La fragmentación funcional de la sexualidad, que desintegra el continuo entre realidades como el amor, la genitalidad, la fecundidad y la familia, va de la mano con una fragmentación estructural entre lo que soy corporalmente, lo que siento que soy, y lo que me atrae.

En este sustrato cultural es que la disforia de género aparece ya no como un problema con el que se debe lidiar, sino más bien como la expresión de una realidad nueva. Bajo esas premisas, no podemos cuestionar la experiencia subjetiva: debería afirmarse, pues sería un derecho humano. ¿Quiénes somos nosotros para decirle a un niño de 10 años que debe ser niña porque su cuerpo así lo dice? ¿Tendremos que esperar a que le crezca el busto y menstrúe, para que pueda tomar una decisión madura? ¿No será mejor que bloqueemos su desarrollo puberal y le ofrezcamos testosterona más adelante? No son pocos los que entienden el trabajo psicológico y médico como una misión de validar y afirmar la experiencia subjetiva, explorando sus tensiones internas y respetando el deseo de paciente. La compasión ante el sufrimiento ha llevado a muchos a poner primero ´las acciones que cambiarían el origen del sufrimiento ―incongruencia de género― que aferrarse al “no causarás daño”, o como podría leerse en este caso, “no prescribiré tratamientos cuya eficacia ni seguridad estén probada por la mejor evidencia disponible”. El terapeuta afirmativo se mueve por una convicción de que está haciendo lo que más ayudará al joven al frente suyo… pero las convicciones deben enfrentarse al escrutinio racional.

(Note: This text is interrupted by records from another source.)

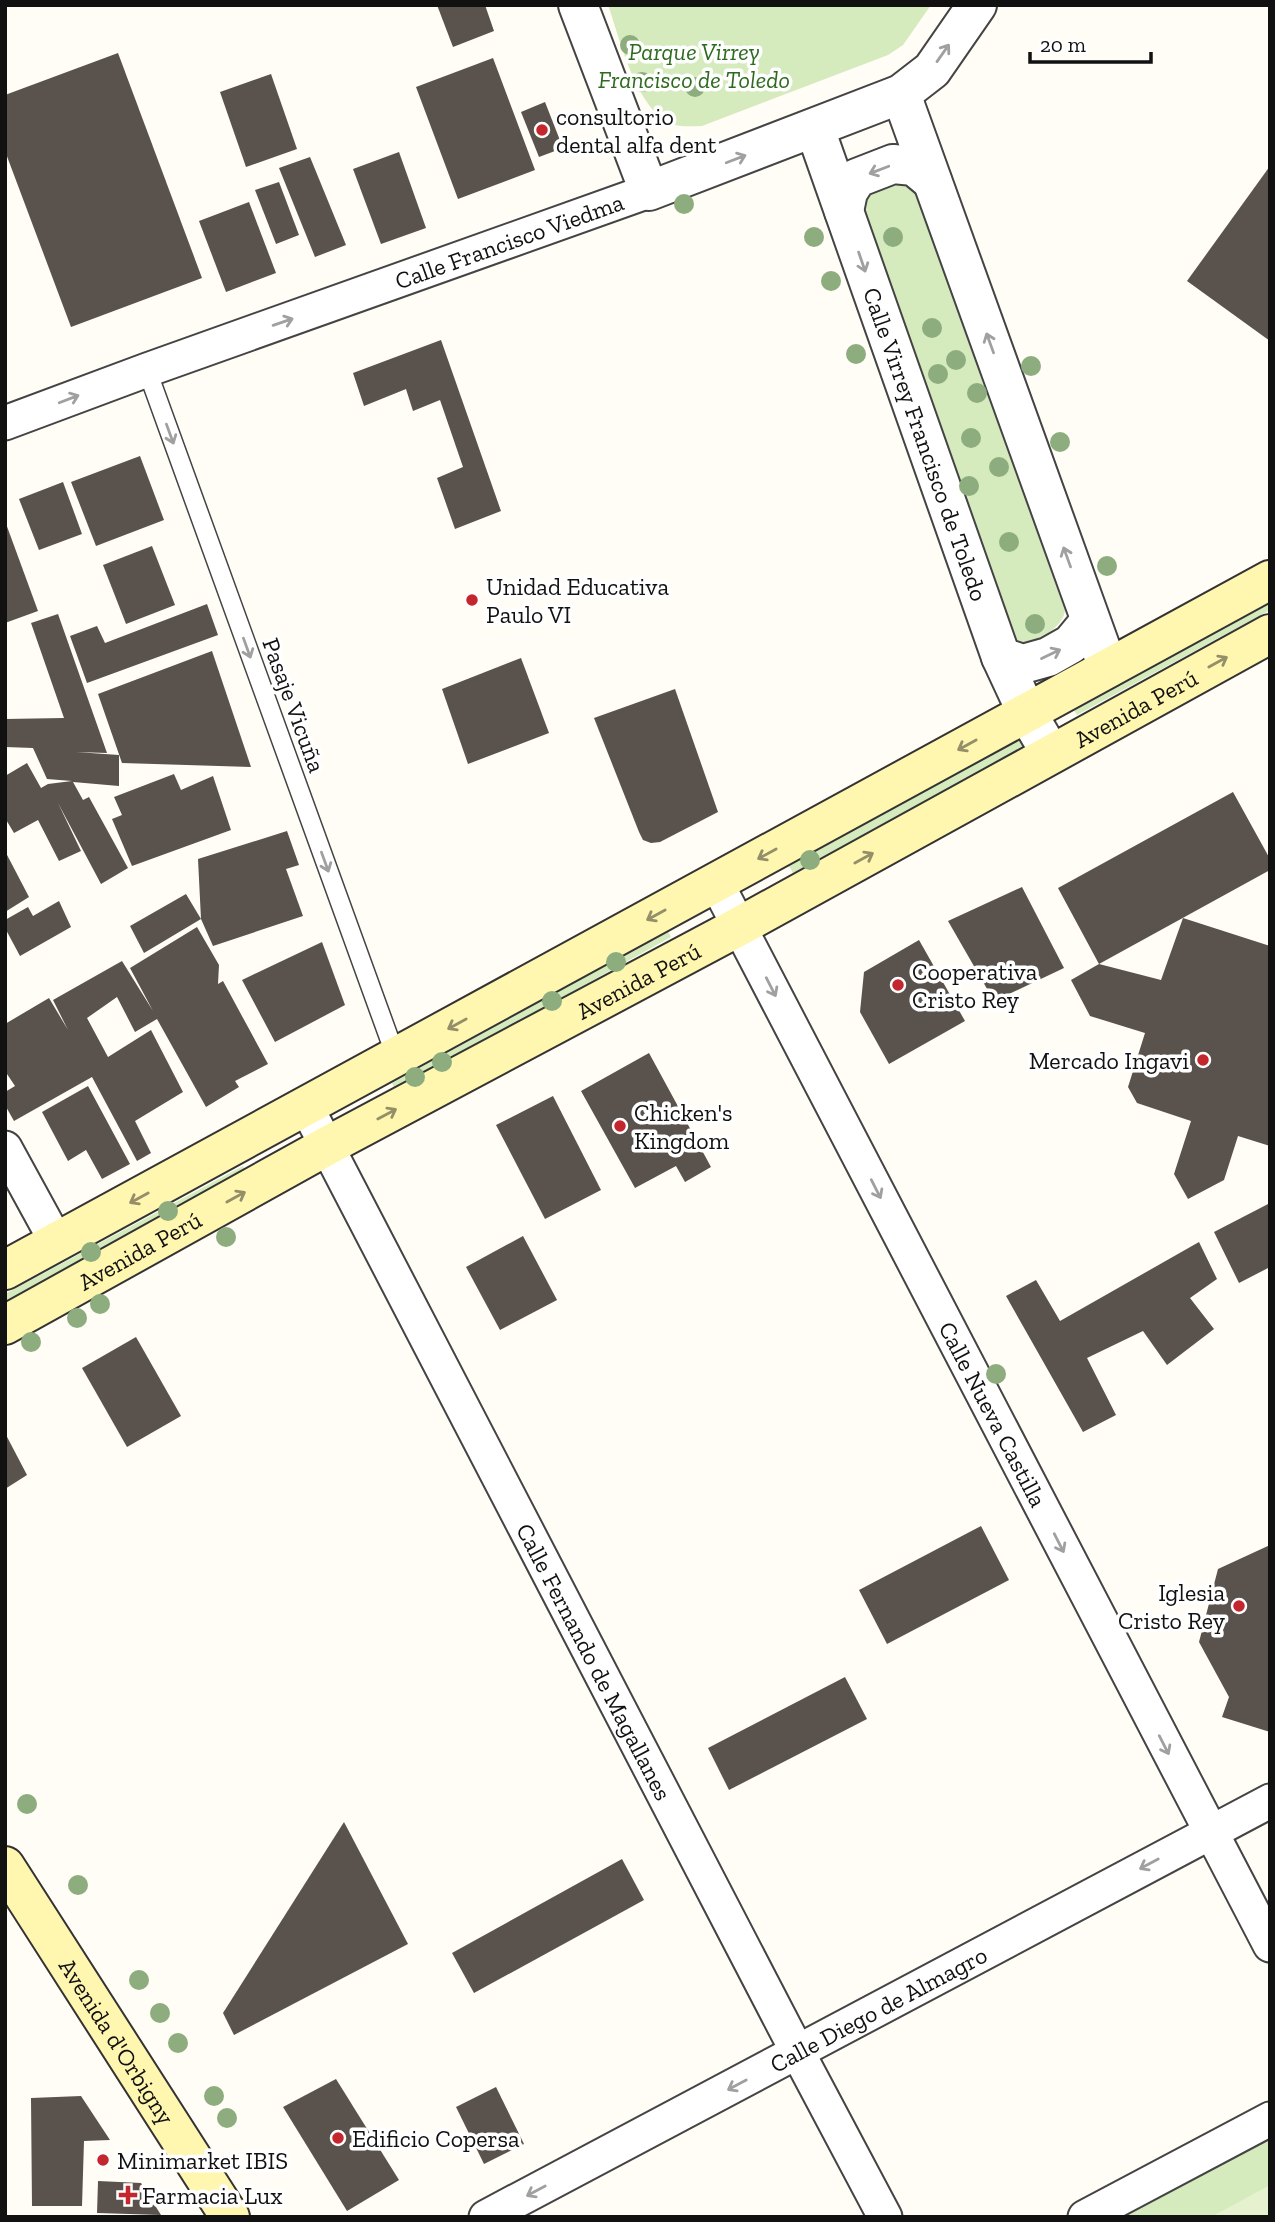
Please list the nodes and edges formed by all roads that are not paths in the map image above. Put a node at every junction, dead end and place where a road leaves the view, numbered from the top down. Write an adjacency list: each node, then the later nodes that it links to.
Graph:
1 (578, 5): 6 (street)
2 (977, 5): 3 (street, Calle Francisco Viedma, one-way to 2)
3 (901, 94): 4 (street, Calle Francisco Viedma); 5 (street)
4 (815, 129): 6 (street, Calle Francisco Viedma, one-way to 4); 7 (street, Calle Virrey Francisco de Toledo)
5 (932, 181): 7 (street, one-way to 7); 11 (street, one-way to 5)
6 (649, 191): 8 (street, Calle Francisco Viedma, one-way to 6)
7 (844, 211): 13 (street, Calle Virrey Francisco de Toledo, one-way to 13)
8 (147, 370): 9 (street, Calle Francisco Viedma, one-way to 8); 19 (lane, Pasaje Vicuña, one-way to 19)
9 (5, 423)
10 (1270, 580): 14 (main road, Avenida Perú)
11 (1090, 621): 13 (street, one-way to 11); 14 (street)
12 (1270, 634): 16 (main road, Avenida Perú, one-way to 12)
13 (1001, 657): 15 (street, Calle Virrey Francisco de Toledo)
14 (1108, 668): 15 (main road, Avenida Perú)
15 (1027, 713): 16 (street, Calle Virrey Francisco de Toledo); 17 (main road, Avenida Perú, one-way to 17)
16 (1051, 754): 18 (main road, Avenida Perú, one-way to 16)
17 (716, 882): 18 (street, Calle Nueva Castilla); 19 (main road, Avenida Perú, one-way to 19)
18 (740, 926): 21 (main road, Avenida Perú, one-way to 18); 27 (street, Calle Nueva Castilla, one-way to 27)
19 (396, 1057): 20 (main road, Avenida Perú)
20 (306, 1106): 21 (street, Calle Fernando de Magallanes); 23 (main road, Avenida Perú, one-way to 23)
21 (327, 1146): 25 (main road, Avenida Perú, one-way to 21); 30 (street, Calle Fernando de Magallanes)
22 (5, 1148): 23 (street)
23 (57, 1243): 24 (main road, Avenida Perú)
24 (5, 1270)
25 (5, 1325)
26 (1270, 1801): 27 (street, Calle Diego de Almagro)
27 (1209, 1832): 29 (street, Calle Nueva Castilla); 30 (street, Calle Diego de Almagro, one-way to 30)
28 (5, 1866): 32 (main road, Avenida d'Orbigny)
29 (1270, 1945)
30 (798, 2053): 33 (street, Calle Diego de Almagro, one-way to 33); 34 (street, Calle Fernando de Magallanes)
31 (1270, 2119): 35 (street)
32 (230, 2217)
33 (486, 2217)
34 (886, 2217)
35 (1086, 2217)

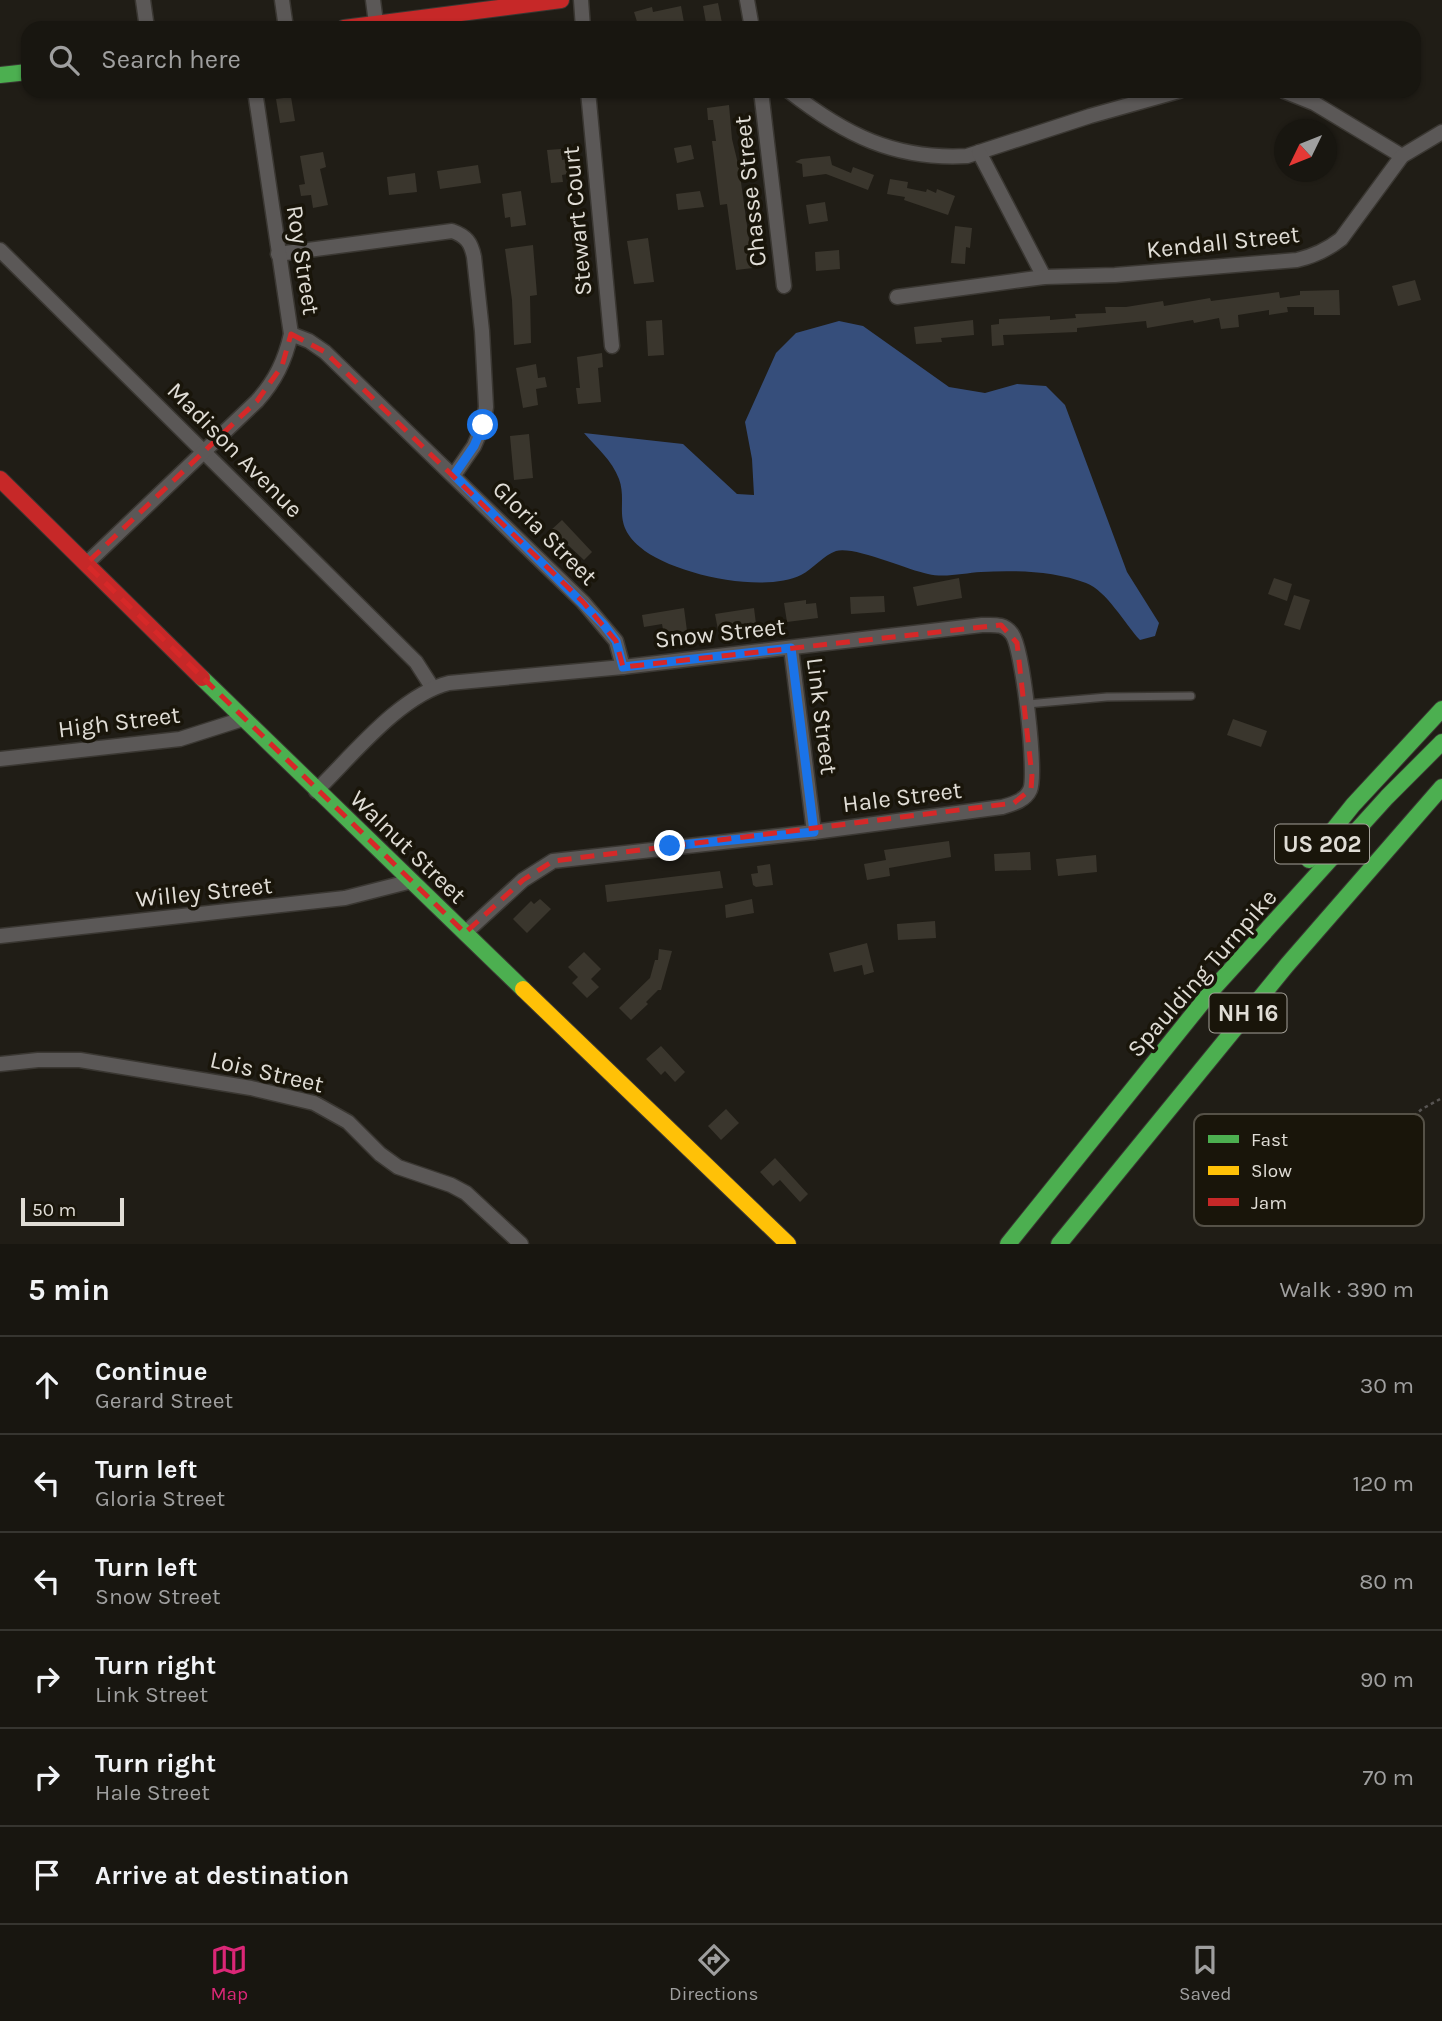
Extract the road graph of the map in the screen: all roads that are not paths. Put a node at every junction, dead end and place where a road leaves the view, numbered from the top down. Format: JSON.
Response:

VIII. Un llamado a la cordura

El informe Cass marca un hito sobre el cual estaremos hablando por varios años, no sólo en las ciencias de la salud mental, sino también a nivel cultural. Ciertamente, es una herramienta que también está siendo criticada por la manera en la que se reunió la evidencia y muchas de las interpretaciones que de ahí se siguen. La discusión no queda cerrada con esto. Ahora bien, como no suele pasar con otras prácticas clínicas, las aproximaciones trans-afirmativas, incluyendo la transición médica, se han estado aplicando con mucha mayor velocidad de lo que ha aprendido la ciencia. Todo esto tiene las características de un gran experimento, donde se tiene una esperanza ―centrada más en la ideología que en la realidad― de que la transformación corporal permitirá recuperar la paz y armonía que estos pacientes anhelan. Nada de lo que sabemos científicamente en este respecto apunta, empero, en esa dirección. Parece que la empatía y compasión ante situaciones existenciales tan complejas como la disforia de género ha primado por sobre la prudencia y la cautela propia de los progresos en las ciencias médicas. Ojalá que el aporte de Cass y su equipo sea una primera campanada de alerta llamando a la cordura.